Legacy: I read Amazons! in 2018, sandwiched between the Deed of Paksenarrion by Elizabeth Moon, a trilogy about a sheepfarmer’s daughter who finds her calling as a warrior, and Redemption’s Blade by Adrian Tchaikovsky, in which a woman veteran seeks restoration after killing the renegade demigod who took her entire world to war. In that context, the legacy of Amazons! – and, perhaps more importantly, the writers in it and the movement it represents – is one that has made a huge difference to the range and depth of well-crafted woman-centred fantasy narratives out there to discover. Reading the anthology has definitely piqued my interest in the stories that prefaced full novels, namely “The Dreamstone” – which started the Ealdwold series – and “Bones for Dulath” by Megan Lindholm, which was the first appearance of Ki and Vandrien (although neither is a work that the authors are primarily known for now). …

(10) O’NEIL OBIT. From the BBC — “Kitty O’Neil: Wonder Woman stuntwoman dies at 72”.

Kitty O’Neil, a stuntwoman who was Lynda Carter’s stunt double on 1970s TV series Wonder Woman, has died in South Dakota at the age of 72.

O’Neil, who lost her hearing when she was five months old, also doubled for Lindsay Wagner on The Bionic Woman.

Her other credits included Smokey and the Bandit II and The Blues Brothers.

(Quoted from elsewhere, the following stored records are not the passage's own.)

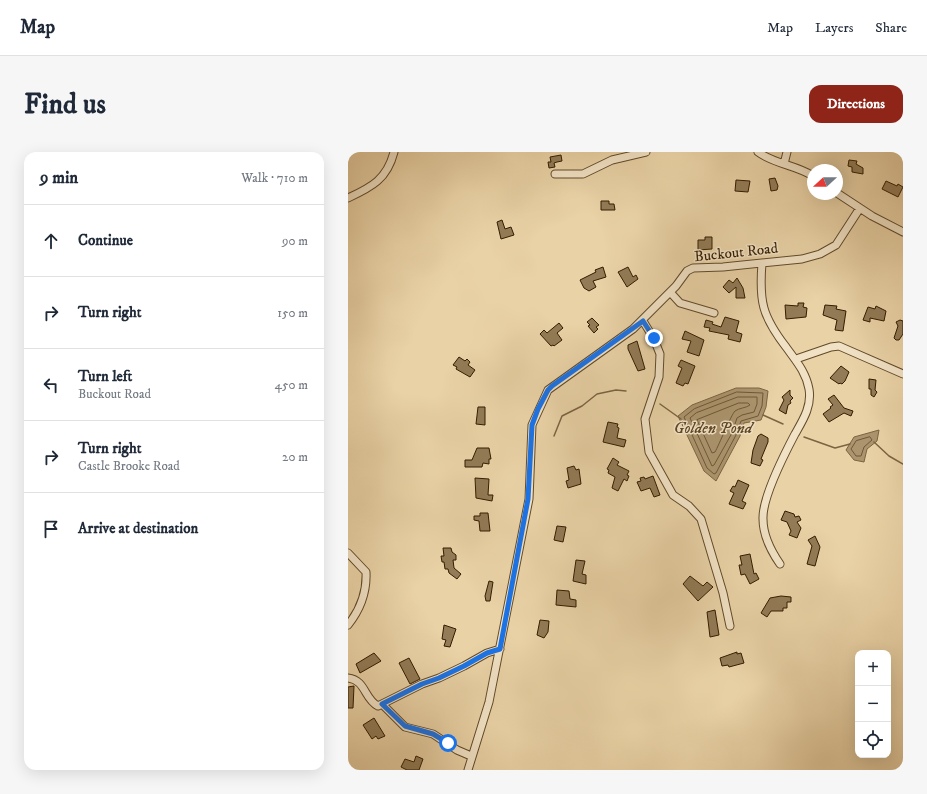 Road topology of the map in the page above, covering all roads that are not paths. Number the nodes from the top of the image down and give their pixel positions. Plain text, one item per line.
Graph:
1 (394, 152) edge
2 (646, 152) edge
3 (758, 152) edge
4 (787, 152) edge
5 (784, 164) junction
6 (807, 172) edge
7 (555, 174) dead end
8 (843, 197) edge
9 (348, 198) edge
10 (860, 208) junction
11 (903, 232) edge
12 (762, 263) junction
13 (670, 292) junction
14 (714, 313) dead end
15 (643, 321) junction
16 (796, 359) junction
17 (903, 374) edge
18 (348, 553) edge
19 (780, 564) dead end
20 (348, 625) edge
21 (730, 626) dead end
22 (500, 649) junction
23 (348, 678) edge
24 (382, 704) junction
25 (471, 756) junction
26 (468, 770) edge

1 - 9 street
2 - 7 street
3 - 5 street
4 - 5 street
5 - 6 street
8 - 10 street
10 - 11 street
10 - 12 street, Buckout Road
12 - 13 street, Buckout Road
12 - 16 street
13 - 14 street
13 - 15 street, Buckout Road
15 - 21 street
15 - 22 street, Buckout Road
16 - 17 street
16 - 19 street
18 - 20 street
22 - 24 street
22 - 25 street, Buckout Road
23 - 24 street
24 - 25 street
25 - 26 street, Buckout Road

O’Neil’s success as a stuntwoman led her into the world of speed racing and she set a land-speed record for women in 1976 – which still stands today.

The New York Times version adds –

On a dry lake in Oregon in December 1976, Kitty O’Neil wedged herself into a three-wheeled rocket-powered vehicle called the SMI Motivator. She gave the throttle two taps to awaken the engine and then watched an assistant count down from 10 with hand signals. At zero, she pushed the throttle down.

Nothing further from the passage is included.